Sorti de cette espèce de magie musicale, c’est ensuite un autre aspect de la musicalité de Maudits qui prend le relais, avec «Seizure», ce n’est pas une coupure mais une continuité dans la force de composition du groupe. L’excellente batterie va rythmer encore et encore le début de ce titre très spatial, très alambiqué mais d’un éclat sauvage, quasi primaire, rythmé par des guitares puissantes et terriblement subtiles à la fois. Le jeu instrumental éloquent élaboré continue son œuvre de sensibilité, contrebalancé par une fièvre mélodique permanente, c’est vraiment d’une beauté pure, larmoyante et touchante. Ce titre développe un vrai délire aux guitares sur le final, c’est grandiloquent et les notes clouent l’auditeur sur place, avec une profonde sensibilité.

Avec «Pretium Doloris» court, sombre, tortueux et dense, Maudits exprime sa détresse avant que le jour ne se lève sur «Séquelles», sur lequel les repères Rock plus vifs et plus joyeux viennent sortir de la torpeur du titre précédent. C’est hyper emballant, jouissif et remuant, un vrai envol musical sur lequel la batterie continue de soutenir les guitares flamboyantes, alléchantes voire infernales !

L’arrêt brutal final arrive à point nommé pour lancer le titre «Précipice Part II», et c’est toujours ce violoncelle béni des dieux qui assouplit cette tristesse infinie, c’est sur ce titre que les larmes viennent, inexorablement, par petites touches, grâce à la guitare acoustique, aux claviers et une permanence mélodique jamais démentie. C’est le moment phare de Précipice, qui apporte un peu plus de gaieté, avec une finesse inégalée et une créativité instrumentale incontestable. Le bonheur intense d’écoute sera permanent par ces Breaks somptueux, ponctuant un ensemble fort, riche et tonifiant, l’auditeur se retrouve dans le précipice, c’est ensoleillé et porteur d’espoir, même si la seconde partie de la composition va replonger l’auditeur dans des mélopées emplies d’émotions, plaintives même, qui font ressortir nos larmes d’enfants. Sensations garanties sur ces expressions instrumentales travaillées et d’une telle maturité, rehaussées par le chant magistral des instruments.

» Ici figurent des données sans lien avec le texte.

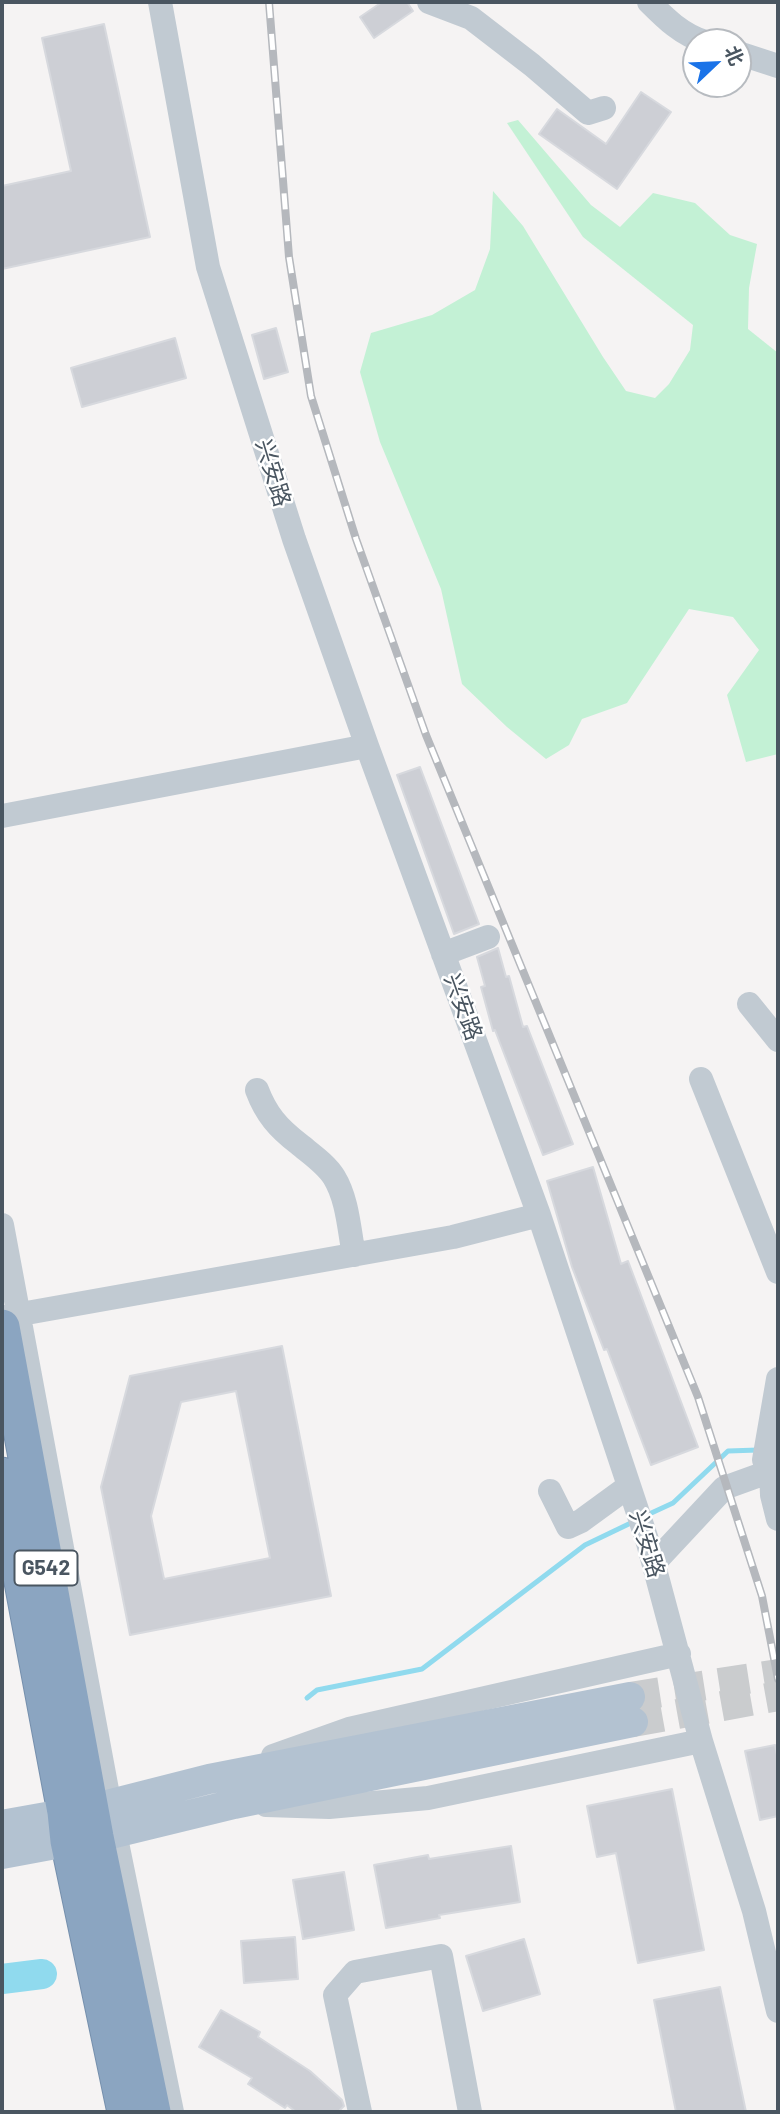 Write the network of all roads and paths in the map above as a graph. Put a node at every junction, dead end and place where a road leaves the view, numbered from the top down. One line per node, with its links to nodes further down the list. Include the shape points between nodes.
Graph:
1 (159, 2): 8 (street, 兴安路, via 208,267 293,539)
2 (429, 2): 7 (street, via 471,18 588,113)
3 (649, 2): 4 (street)
4 (682, 31)
5 (752, 58): 6 (street)
6 (778, 66)
7 (604, 108)
8 (367, 746): 9 (street); 11 (street, 兴安路)
9 (2, 816)
10 (488, 937): 11 (street)
11 (443, 954): 16 (street, 兴安路)
12 (749, 1004): 13 (street)
13 (778, 1040)
14 (701, 1079): 19 (street)
15 (257, 1090): 18 (street, via 271,1118 334,1176 344,1198)
16 (539, 1215): 18 (street); 24 (street, 兴安路)
17 (2, 1225): 20 (street)
18 (354, 1255): 20 (street)
19 (778, 1272)
20 (7, 1320): 31 (highway, G542)
21 (778, 1379): 23 (street)
22 (2, 1475): 31 (highway, G542)
23 (772, 1481): 26 (street, via 724,1488)
24 (630, 1490): 25 (street, via 568,1527); 26 (street, 兴安路)
25 (550, 1491)
26 (651, 1553): 27 (street, 兴安路)
27 (679, 1654): 28 (street, 兴安路); 29 (street, via 349,1729)
28 (701, 1741): 30 (street, via 428,1798 329,1807); 34 (street, 兴安路)
29 (209, 1779): 30 (main road, via 632,1709); 31 (main road)
30 (234, 1804): 31 (main road)
31 (91, 1823): 32 (main road); 33 (main road); 36 (highway, G542); 37 (highway, G542); 38 (street)
32 (2, 1825)
33 (2, 1854)
34 (766, 1912): 35 (street, 兴安路)
35 (778, 2011)
36 (125, 2112)
37 (153, 2112)
38 (172, 2112)
39 (360, 2112): 40 (street, via 335,1995 355,1972 440,1956)
40 (470, 2112)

Le classique «Lights End» passionnant de bout en bout, avec son violoncelle délicat et sa guitare acoustique merveilleuse vont sortir l’auditeur de son état d’inquiétude pour l’emmener peu à peu vers des contrées plus calmes, plus lumineuses, plus positives finalement. Et le dernier titre «Vielä Siellä» poursuit sur ce tempo avec élégance, empreint de délicatesse aussi mais avec toujours le recul nécessaire pour ne pas oublier les affres du désespoir ressenti précédemment. C’est une composition riche et forte, prémisse de l’avenir de Maudits, à mon sens. Le 8ème titre caché, dit «Ghost Track», laisse alors entrevoir les possibilités d’exploration musicale que le groupe dévoile peu à peu, par à coup et avec une énorme capacité novatrice.

Les sensations et les rêveries musicales que Précipice a apporté à votre serviteur, exprimées sur ce nouvel écrit, sont le reflet de la quête ininterrompue vers un bonheur musical intense. Maudits possède la capacité d’emmener l’auditeur dans un cheminement personnel, introspectif et sensoriel à la fois, à chaque nouvelle écoute et cela avec une facilité apparente très déconcertante. C’est extrêmement rare de pouvoir y parvenir mais c’est entièrement le cas avec Précipice : tout simplement colossal !!!